The unreleased Commodore would have been released in late September of 2016, and possibly in time for Bathurst. From what I can gather, internally the model was called VJ.

VJ would most likely have been still sitting on the GM's Zeta platform and would have had the same 3.6L LFX V6 and 6.2L LS3 V8 engines that the VF Series II had. I also expect that it would have had that same magnetic ride system that appeared in the Cadillac CTS and ATS in America.
If VJ had been the one to break off the Zeta platform, them Holden would have broken backwards and used some derivation of the Alpha platform which the Camaro sits on, but wouldn't have had to reengineeer any new solutions to turn the V6 sideways as it sits in the ZB Commodore because Holden had already used something similar back in 2004 when they made the one-off Torana TT36 show car. The intellectual property and engineering problems had already been solved some 9 years earlier and Holden had built the Torana TT36 to production standards apart from the hideous colour  scheme. I can only wonder if Holden would have been the lead engineering firm for the Insignia in the first place; so it's just possible that the thing could have been a Holden all along.
The Torana TT36 works out to be roughly the same size as the Insignia/ZB Commodore and I'm wondering just how much of that could have been taken forward. It's worth remembering that both the Zeta and Alpha platforms were both spun out of that show car; so it's entirely possible that Insignia A borrowed some of that engineering intellectual property.


From a styling perspective, I expect that it would have looked very much like the current car because both Astra K and Corsa E both follow that same design language. It would have been interesting after General Motors sold Opel to PSA Group though; so maybe the Astra sedan which is actually the Cruze J400, might have been closer; or maybe even the Buick LaCrosse because I think that that would have been a good fit.
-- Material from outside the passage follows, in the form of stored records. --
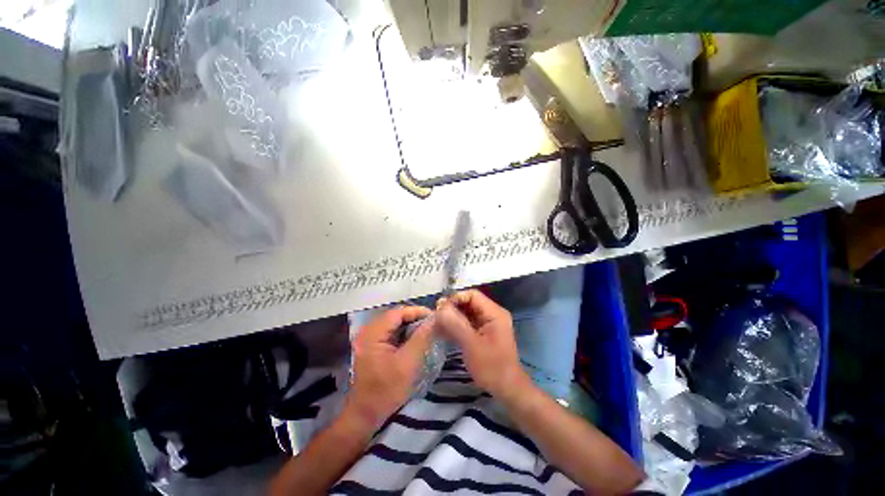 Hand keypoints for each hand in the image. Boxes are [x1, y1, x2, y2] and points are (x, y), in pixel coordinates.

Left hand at [343, 306, 434, 429]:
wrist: (365, 415)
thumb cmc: (386, 390)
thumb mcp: (407, 363)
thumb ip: (421, 338)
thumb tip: (435, 319)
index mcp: (372, 333)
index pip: (398, 312)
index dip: (417, 311)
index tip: (435, 317)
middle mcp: (368, 331)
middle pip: (395, 316)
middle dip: (415, 318)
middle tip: (433, 323)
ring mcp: (369, 339)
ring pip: (394, 324)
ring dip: (410, 325)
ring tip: (427, 330)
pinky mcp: (372, 346)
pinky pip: (391, 333)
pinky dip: (404, 333)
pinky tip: (415, 339)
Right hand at [435, 290, 530, 398]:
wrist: (507, 389)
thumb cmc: (492, 367)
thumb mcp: (472, 345)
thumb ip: (456, 324)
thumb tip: (440, 307)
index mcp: (494, 313)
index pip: (472, 295)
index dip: (455, 298)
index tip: (439, 308)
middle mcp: (492, 314)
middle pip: (469, 303)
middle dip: (452, 308)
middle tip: (436, 317)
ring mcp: (488, 323)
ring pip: (466, 313)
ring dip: (452, 317)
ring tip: (437, 324)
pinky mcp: (483, 333)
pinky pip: (467, 323)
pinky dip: (456, 326)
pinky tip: (443, 331) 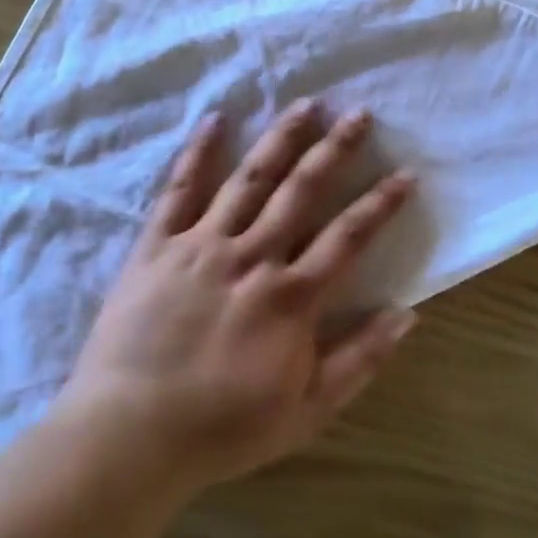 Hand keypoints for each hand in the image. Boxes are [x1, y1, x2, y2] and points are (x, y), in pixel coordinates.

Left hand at [59, 101, 417, 496]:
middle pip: (301, 191)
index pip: (348, 238)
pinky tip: (216, 120)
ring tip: (306, 104)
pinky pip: (180, 189)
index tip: (406, 173)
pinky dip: (199, 152)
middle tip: (359, 114)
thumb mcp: (305, 411)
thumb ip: (358, 360)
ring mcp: (202, 244)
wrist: (131, 432)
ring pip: (249, 179)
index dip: (380, 204)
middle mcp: (252, 257)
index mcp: (290, 297)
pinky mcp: (158, 244)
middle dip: (335, 150)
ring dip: (280, 138)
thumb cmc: (222, 428)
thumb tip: (407, 314) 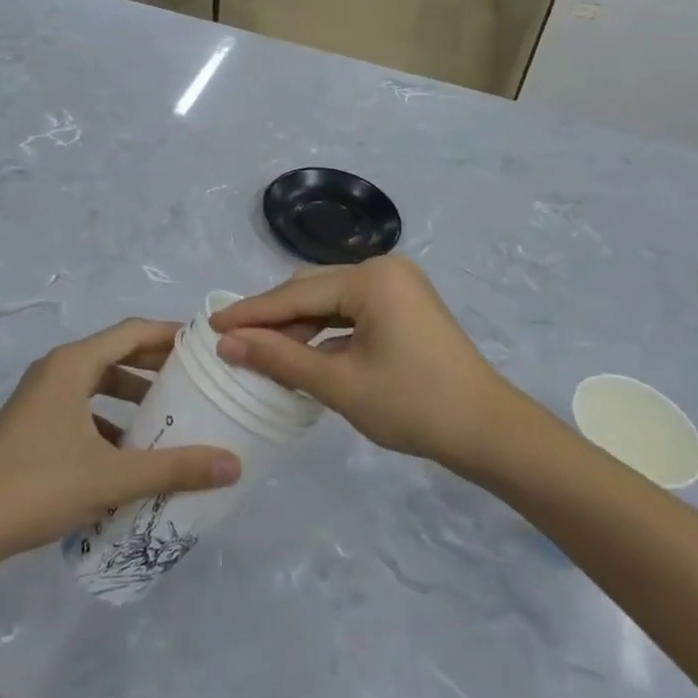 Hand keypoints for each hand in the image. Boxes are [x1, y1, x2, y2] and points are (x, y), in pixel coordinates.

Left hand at [0, 320, 240, 564]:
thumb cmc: (35, 488)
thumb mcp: (111, 478)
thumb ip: (174, 468)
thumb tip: (233, 464)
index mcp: (73, 364)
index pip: (133, 331)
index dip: (172, 335)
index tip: (206, 347)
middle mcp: (57, 370)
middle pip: (117, 354)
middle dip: (158, 366)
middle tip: (198, 381)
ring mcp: (41, 398)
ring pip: (100, 383)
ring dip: (135, 395)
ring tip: (172, 416)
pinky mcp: (33, 425)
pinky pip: (83, 408)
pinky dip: (111, 420)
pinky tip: (130, 453)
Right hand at [210, 256, 521, 473]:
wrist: (486, 429)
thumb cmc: (412, 404)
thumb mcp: (339, 383)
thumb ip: (280, 358)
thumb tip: (227, 344)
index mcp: (371, 277)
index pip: (297, 294)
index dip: (252, 313)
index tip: (211, 326)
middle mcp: (384, 268)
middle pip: (313, 290)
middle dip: (275, 318)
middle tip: (233, 343)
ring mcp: (398, 285)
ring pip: (332, 300)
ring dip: (299, 326)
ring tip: (263, 354)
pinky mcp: (405, 305)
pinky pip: (353, 310)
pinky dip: (327, 331)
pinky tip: (304, 354)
Sadly, we shall never know about the VJ Commodore unless someone at GM is prepared to break ranks and confidence and tell us about something that never was and never will be. Maybe they should, Holden is now suffering worse sales figures than any point in the brand's history and you have to go back before 1948 to find when GM did as bad as this. Serves them right though. GM punched us in the face; so we ran away.